#### THE DATA
- Opening Delimiter -

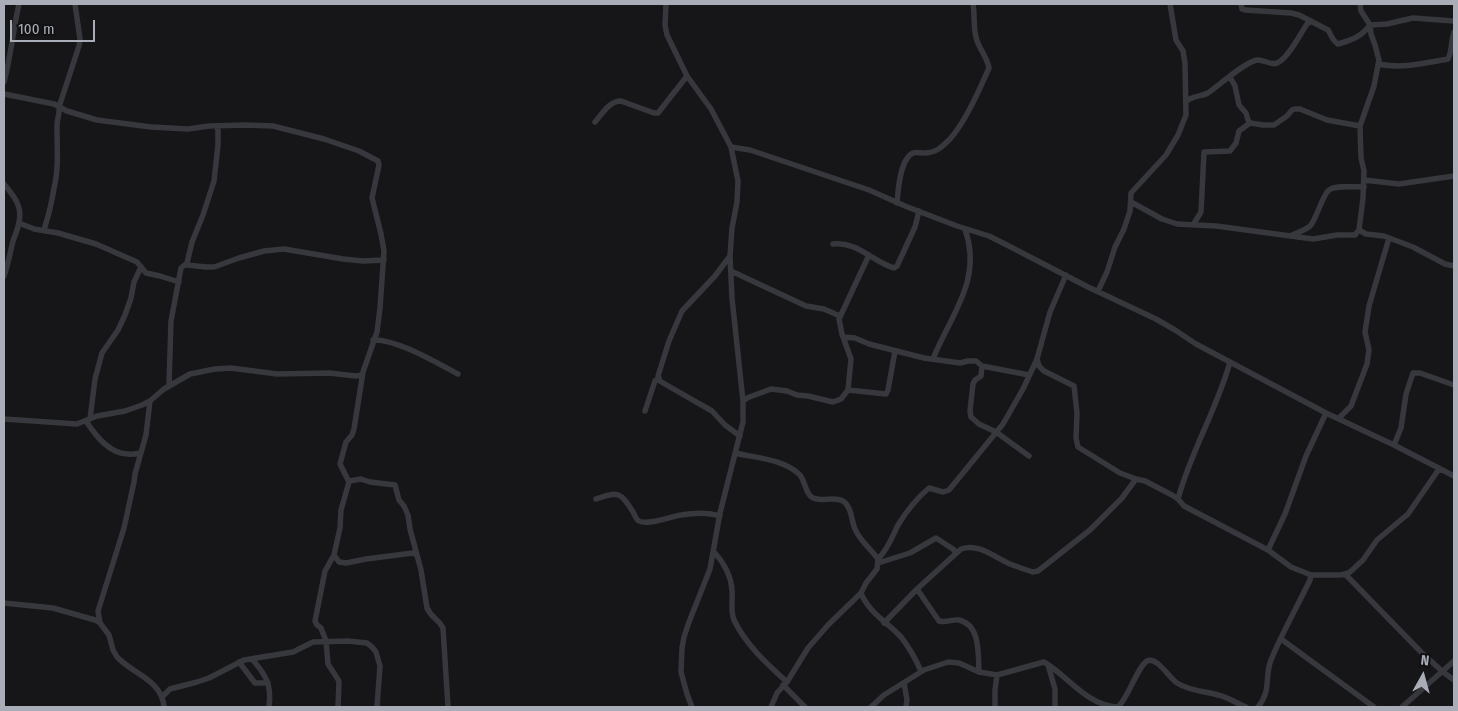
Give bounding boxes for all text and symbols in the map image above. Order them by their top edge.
scale bar [12,10,98,42]
text: 100 m [18,20,55,38]
north arrow [1398,651,1448,701]
text: N [1420,652,1430,670]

- Closing Delimiter -

#### AIM OF THE EXERCISE
Each record should be copied exactly, and each image left out.

#### WRITTEN ANSWER
Give bounding boxes for all text and symbols in the map image above. Order them by their top edge.
scale bar [12,10,98,42]
text: 100 m [18,20,55,38]
north arrow [1398,651,1448,701]
text: N [1420,652,1430,670]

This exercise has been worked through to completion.